TASK TO COMPLETE: Please retype the records below exactly as they appear, leaving out every picture.
[[ EXERCISE MATERIALS open ]]
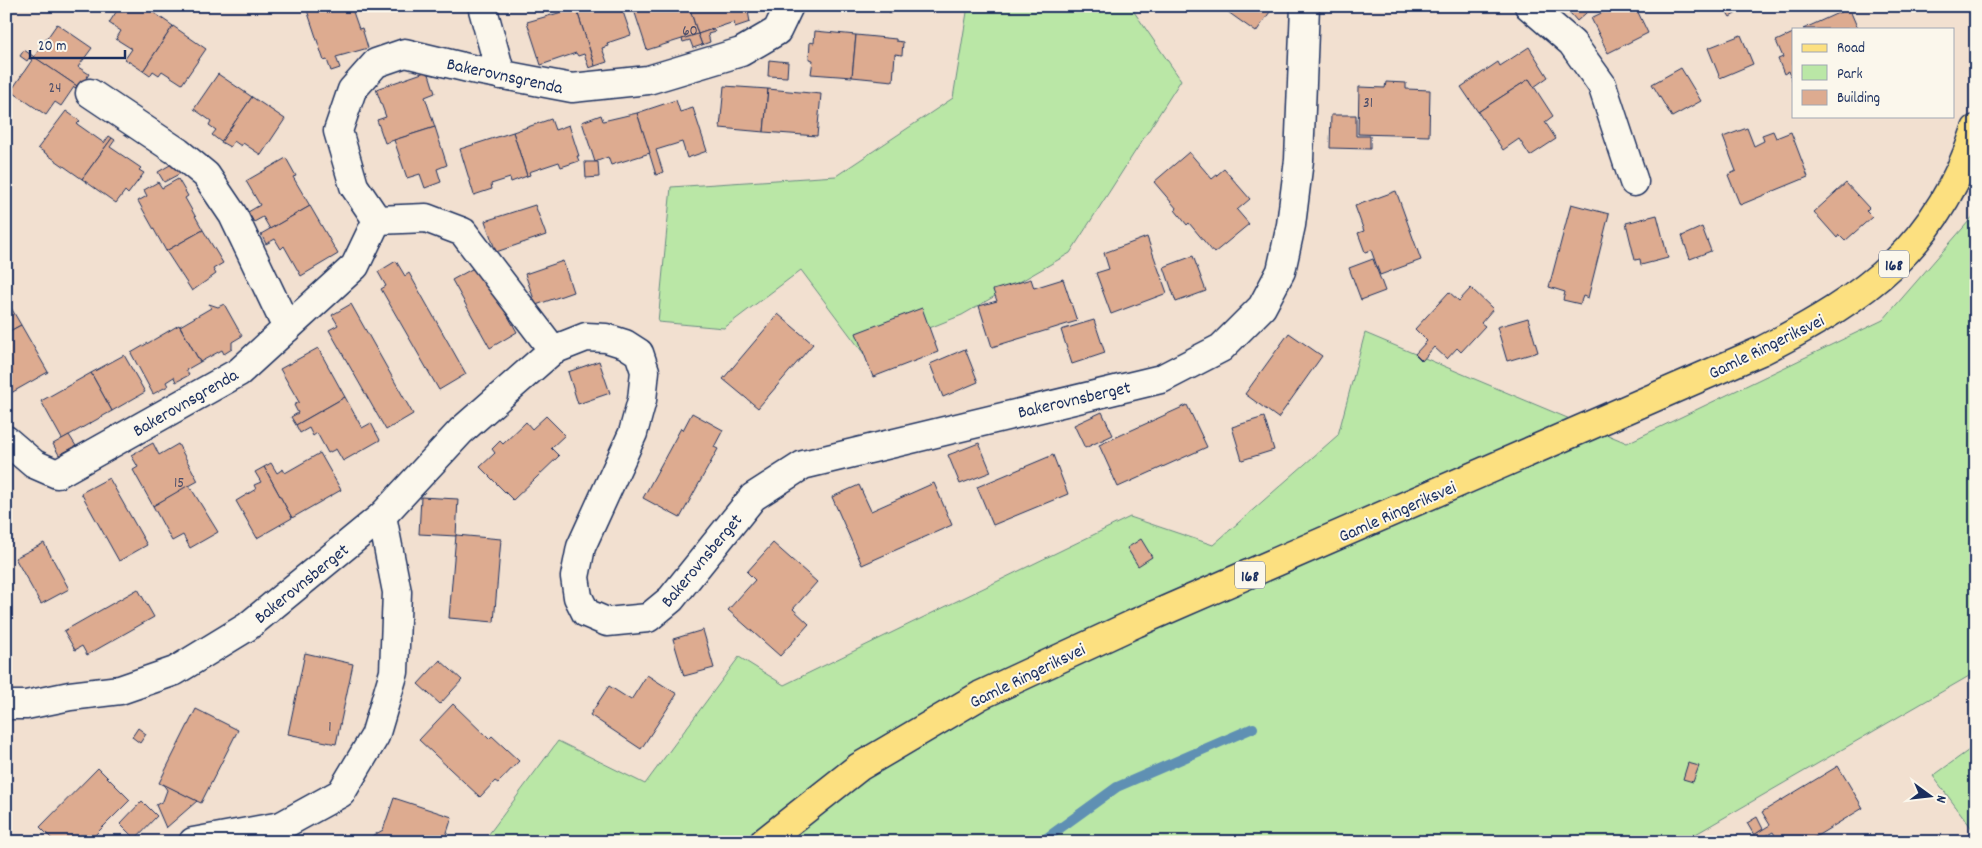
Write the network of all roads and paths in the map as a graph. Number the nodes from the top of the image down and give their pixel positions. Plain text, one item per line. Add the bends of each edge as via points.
1 (482, 6) edge
2 (789, 6) edge
3 (1306, 6) edge
4 (1529, 6) edge
5 (501, 75) junction
6 (90, 93) dead end
7 (1976, 129) edge
8 (1634, 182) dead end
9 (377, 220) junction
10 (287, 328) junction
11 (553, 350) junction
12 (6, 440) edge
13 (382, 516) junction
14 (6, 705) edge
15 (193, 842) edge
16 (764, 842) edge

1 - 5 street
2 - 5 street, Bakerovnsgrenda via 777,31 741,52 648,80 572,88
3 - 11 street, Bakerovnsberget via 1299,160 1291,225 1281,271 1262,308 1221,348 1161,379 804,465 753,498 671,600 648,618 607,622 586,613 578,598 575,577 581,547 633,433 642,400 645,371 638,353 625,344 606,338 586,337
4 - 8 street via 1572,43 1602,85
5 - 9 street, Bakerovnsgrenda via 405,52 376,63 352,90 338,131 354,186
6 - 10 street via 178,152 206,175 233,215
7 - 16 main road, Gamle Ringeriksvei / 168 via 1955,183 1912,245 1883,275 1818,322 1761,351 1136,624 981,696 859,767
9 - 10 street, Bakerovnsgrenda via 355,266
9 - 11 street via 426,218 463,232
10 - 12 street, Bakerovnsgrenda via 240,372 57,474 34,464
11 - 13 street, Bakerovnsberget via 461,431
13 - 14 street, Bakerovnsberget via 247,627 175,671 120,690 26,705
13 - 15 street via 397,592 394,672 375,736 341,794 281,826

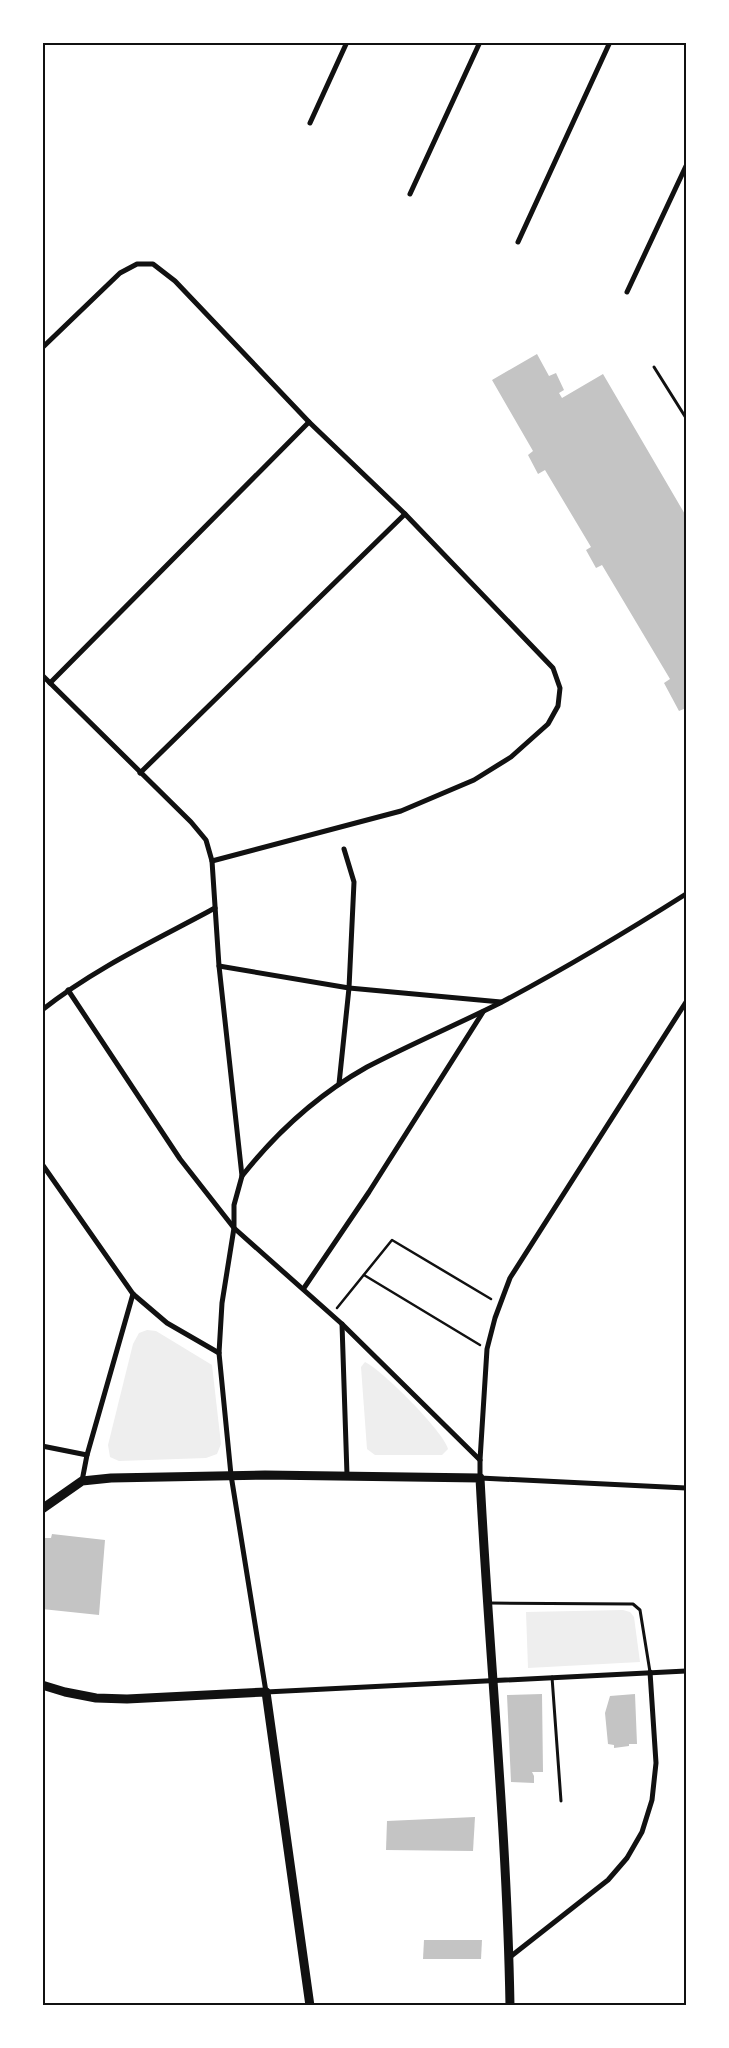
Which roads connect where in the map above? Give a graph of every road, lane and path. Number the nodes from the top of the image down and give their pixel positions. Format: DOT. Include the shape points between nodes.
graph roads {
  1 [pos="347,42"];
  2 [pos="480,42"];
  3 [pos="610,42"];
  4 [pos="310,123"];
  5 [pos="686,166"];
  6 [pos="410,194"];
  7 [pos="518,242"];
  8 [pos="627,292"];
  9 [pos="42,348"];
  10 [pos="654,367"];
  11 [pos="686,418"];
  12 [pos="309,422"];
  13 [pos="405,514"];
  14 [pos="42,676"];
  15 [pos="50,683"];
  16 [pos="140,773"];
  17 [pos="344,849"];
  18 [pos="212,861"];
  19 [pos="686,894"];
  20 [pos="215,908"];
  21 [pos="219,966"];
  22 [pos="349,988"];
  23 [pos="68,990"];
  24 [pos="502,1002"];
  25 [pos="686,1002"];
  26 [pos="42,1010"];
  27 [pos="483,1011"];
  28 [pos="339,1084"];
  29 [pos="42,1164"];
  30 [pos="242,1176"];
  31 [pos="234,1228"];
  32 [pos="364,1275"];
  33 [pos="304,1288"];
  34 [pos="133,1294"];
  35 [pos="500,1304"];
  36 [pos="332,1315"];
  37 [pos="342,1324"];
  38 [pos="487,1349"];
  39 [pos="219,1353"];
  40 [pos="42,1446"];
  41 [pos="87,1455"];
  42 [pos="480,1460"];
  43 [pos="346,1475"];
  44 [pos="231,1476"];
  45 [pos="480,1478"];
  46 [pos="82,1481"];
  47 [pos="686,1488"];
  48 [pos="42,1509"];
  49 [pos="487,1604"];
  50 [pos="686,1671"];
  51 [pos="650,1672"];
  52 [pos="552,1677"];
  53 [pos="492,1679"];
  54 [pos="42,1685"];
  55 [pos="266,1692"];
  56 [pos="561,1800"];
  57 [pos="510,1957"];
  58 [pos="310,2006"];
  59 [pos="510,2006"];
  1 -- 4 [label="street"];
  2 -- 6 [label="street"];
  3 -- 7 [label="street"];
  5 -- 8 [label="street"];
  9 -- 12 [label="street" via="120,272 137,264 153,264 176,281"];
  10 -- 11 [label="lane"];
  12 -- 13 [label="street"];
  12 -- 15 [label="street"];
  13 -- 16 [label="street"];
  13 -- 18 [label="street" via="553,668 560,688 558,706 548,724 511,757 474,780 401,810"];
  14 -- 15 [label="street"];
  15 -- 16 [label="street"];
  16 -- 18 [label="street" via="206,840"];
  17 -- 22 [label="street" via="354,882"];
  18 -- 20 [label="street"];
  19 -- 24 [label="street"];
  20 -- 21 [label="street"];
  20 -- 23 [label="street"];
  21 -- 22 [label="street"];
  21 -- 30 [label="street"];
  22 -- 24 [label="street"];
  22 -- 28 [label="street"];
  23 -- 26 [label="street"];
  23 -- 31 [label="street" via="180,1159"];
  24 -- 27 [label="street"];
  25 -- 35 [label="street" via="510,1278"];
  27 -- 28 [label="street" via="428,1036"];
  27 -- 33 [label="street"];
  28 -- 30 [label="street" via="275,1138"];
  29 -- 34 [label="street"];
  30 -- 31 [label="street" via="234,1205"];
  31 -- 33 [label="street"];
  31 -- 39 [label="street" via="222,1303"];
  32 -- 35 [label="path" via="392,1240"];
  32 -- 36 [label="path"];
  32 -- 38 [label="path"];
  33 -- 36 [label="street"];
  34 -- 39 [label="street" via="167,1323"];
  34 -- 41 [label="street"];
  35 -- 38 [label="street"];
  36 -- 37 [label="street"];
  37 -- 42 [label="street"];
  37 -- 43 [label="street"];
  38 -- 42 [label="street"];
  39 -- 44 [label="street"];
  40 -- 41 [label="street"];
  41 -- 46 [label="street"];
  42 -- 45 [label="street"];
  43 -- 44 [label="street"];
  43 -- 45 [label="street"];
  44 -- 46 [label="street"];
  44 -- 55 [label="street"];
  45 -- 47 [label="street"];
  45 -- 49 [label="street"];
  46 -- 48 [label="street"];
  49 -- 51 [label="lane" via="638,1606"];
  49 -- 53 [label="street"];
  50 -- 51 [label="street"];
  51 -- 52 [label="street"];
  51 -- 57 [label="street" via="656,1763 652,1800 642,1832 627,1858 608,1880"];
  52 -- 53 [label="street"];
  52 -- 56 [label="lane"];
  53 -- 55 [label="street"];
  53 -- 57 [label="street"];
  54 -- 55 [label="street" via="65,1692 127,1699"];
  55 -- 58 [label="street"];
  57 -- 59 [label="street"];
}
[[ EXERCISE MATERIALS closed ]]
RESULT OF THIS EXERCISE:
Write the network of all roads and paths in the map as a graph. Number the nodes from the top of the image down and give their pixel positions. Plain text, one item per line. Add the bends of each edge as via points.
1 (482, 6) edge
2 (789, 6) edge
3 (1306, 6) edge
4 (1529, 6) edge
5 (501, 75) junction
6 (90, 93) dead end
7 (1976, 129) edge
8 (1634, 182) dead end
9 (377, 220) junction
10 (287, 328) junction
11 (553, 350) junction
12 (6, 440) edge
13 (382, 516) junction
14 (6, 705) edge
15 (193, 842) edge
16 (764, 842) edge

1 - 5 street
2 - 5 street, Bakerovnsgrenda via 777,31 741,52 648,80 572,88
3 - 11 street, Bakerovnsberget via 1299,160 1291,225 1281,271 1262,308 1221,348 1161,379 804,465 753,498 671,600 648,618 607,622 586,613 578,598 575,577 581,547 633,433 642,400 645,371 638,353 625,344 606,338 586,337
4 - 8 street via 1572,43 1602,85
5 - 9 street, Bakerovnsgrenda via 405,52 376,63 352,90 338,131 354,186
6 - 10 street via 178,152 206,175 233,215
7 - 16 main road, Gamle Ringeriksvei / 168 via 1955,183 1912,245 1883,275 1818,322 1761,351 1136,624 981,696 859,767
9 - 10 street, Bakerovnsgrenda via 355,266
9 - 11 street via 426,218 463,232
10 - 12 street, Bakerovnsgrenda via 240,372 57,474 34,464
11 - 13 street, Bakerovnsberget via 461,431
13 - 14 street, Bakerovnsberget via 247,627 175,671 120,690 26,705
13 - 15 street via 397,592 394,672 375,736 341,794 281,826

Which roads connect where in the map above? Give a graph of every road, lane and path. Number the nodes from the top of the image down and give their pixel positions. Format: DOT. Include the shape points between nodes.
graph roads {
  1 [pos="347,42"];
  2 [pos="480,42"];
  3 [pos="610,42"];
  4 [pos="310,123"];
  5 [pos="686,166"];
  6 [pos="410,194"];
  7 [pos="518,242"];
  8 [pos="627,292"];
  9 [pos="42,348"];
  10 [pos="654,367"];
  11 [pos="686,418"];
  12 [pos="309,422"];
  13 [pos="405,514"];
  14 [pos="42,676"];
  15 [pos="50,683"];
  16 [pos="140,773"];
  17 [pos="344,849"];
  18 [pos="212,861"];
  19 [pos="686,894"];
  20 [pos="215,908"];
  21 [pos="219,966"];
  22 [pos="349,988"];
  23 [pos="68,990"];
  24 [pos="502,1002"];
  25 [pos="686,1002"];
  26 [pos="42,1010"];
  27 [pos="483,1011"];
  28 [pos="339,1084"];
  29 [pos="42,1164"];
  30 [pos="242,1176"];
  31 [pos="234,1228"];
  32 [pos="364,1275"];
  33 [pos="304,1288"];
  34 [pos="133,1294"];
  35 [pos="500,1304"];
  36 [pos="332,1315"];
  37 [pos="342,1324"];
  38 [pos="487,1349"];
  39 [pos="219,1353"];
  40 [pos="42,1446"];
  41 [pos="87,1455"];
  42 [pos="480,1460"];
  43 [pos="346,1475"];
  44 [pos="231,1476"];
  45 [pos="480,1478"];
  46 [pos="82,1481"];
  47 [pos="686,1488"];
  48 [pos="42,1509"];
  49 [pos="487,1604"];
  50 [pos="686,1671"];
  51 [pos="650,1672"];
  52 [pos="552,1677"];
  53 [pos="492,1679"];
  54 [pos="42,1685"];
  55 [pos="266,1692"];
  56 [pos="561,1800"];
  57 [pos="510,1957"];
  58 [pos="310,2006"];
  59 [pos="510,2006"];
  1 -- 4 [label="street"];
  2 -- 6 [label="street"];
  3 -- 7 [label="street"];
  5 -- 8 [label="street"];
  9 -- 12 [label="street" via="120,272 137,264 153,264 176,281"];
  10 -- 11 [label="lane"];
  12 -- 13 [label="street"];
  12 -- 15 [label="street"];
  13 -- 16 [label="street"];
  13 -- 18 [label="street" via="553,668 560,688 558,706 548,724 511,757 474,780 401,810"];
  14 -- 15 [label="street"];
  15 -- 16 [label="street"];
  16 -- 18 [label="street" via="206,840"];
  17 -- 22 [label="street" via="354,882"];
  18 -- 20 [label="street"];
  19 -- 24 [label="street"];
  20 -- 21 [label="street"];
  20 -- 23 [label="street"];
  21 -- 22 [label="street"];
  21 -- 30 [label="street"];
  22 -- 24 [label="street"];
  22 -- 28 [label="street"];
  23 -- 26 [label="street"];
  23 -- 31 [label="street" via="180,1159"];
  24 -- 27 [label="street"];
  25 -- 35 [label="street" via="510,1278"];
  27 -- 28 [label="street" via="428,1036"];
  27 -- 33 [label="street"];
  28 -- 30 [label="street" via="275,1138"];
  29 -- 34 [label="street"];
  30 -- 31 [label="street" via="234,1205"];
  31 -- 33 [label="street"];
  31 -- 39 [label="street" via="222,1303"];
  32 -- 35 [label="path" via="392,1240"];
  32 -- 36 [label="path"];
  32 -- 38 [label="path"];
  33 -- 36 [label="street"];
  34 -- 39 [label="street" via="167,1323"];
  34 -- 41 [label="street"];
  35 -- 38 [label="street"];
  36 -- 37 [label="street"];
  37 -- 42 [label="street"];
  37 -- 43 [label="street"];
  38 -- 42 [label="street"];
  39 -- 44 [label="street"];
  40 -- 41 [label="street"];
  41 -- 46 [label="street"];
  42 -- 45 [label="street"];
  43 -- 44 [label="street"];
  43 -- 45 [label="street"];
  44 -- 46 [label="street"];
  44 -- 55 [label="street"];
  45 -- 47 [label="street"];
  45 -- 49 [label="street"];
  46 -- 48 [label="street"];
  49 -- 51 [label="lane" via="638,1606"];
  49 -- 53 [label="street"];
  50 -- 51 [label="street"];
  51 -- 52 [label="street"];
  51 -- 57 [label="street" via="656,1763 652,1800 642,1832 627,1858 608,1880"];
  52 -- 53 [label="street"];
  52 -- 56 [label="lane"];
  53 -- 55 [label="street"];
  53 -- 57 [label="street"];
  54 -- 55 [label="street" via="65,1692 127,1699"];
  55 -- 58 [label="street"];
  57 -- 59 [label="street"];
}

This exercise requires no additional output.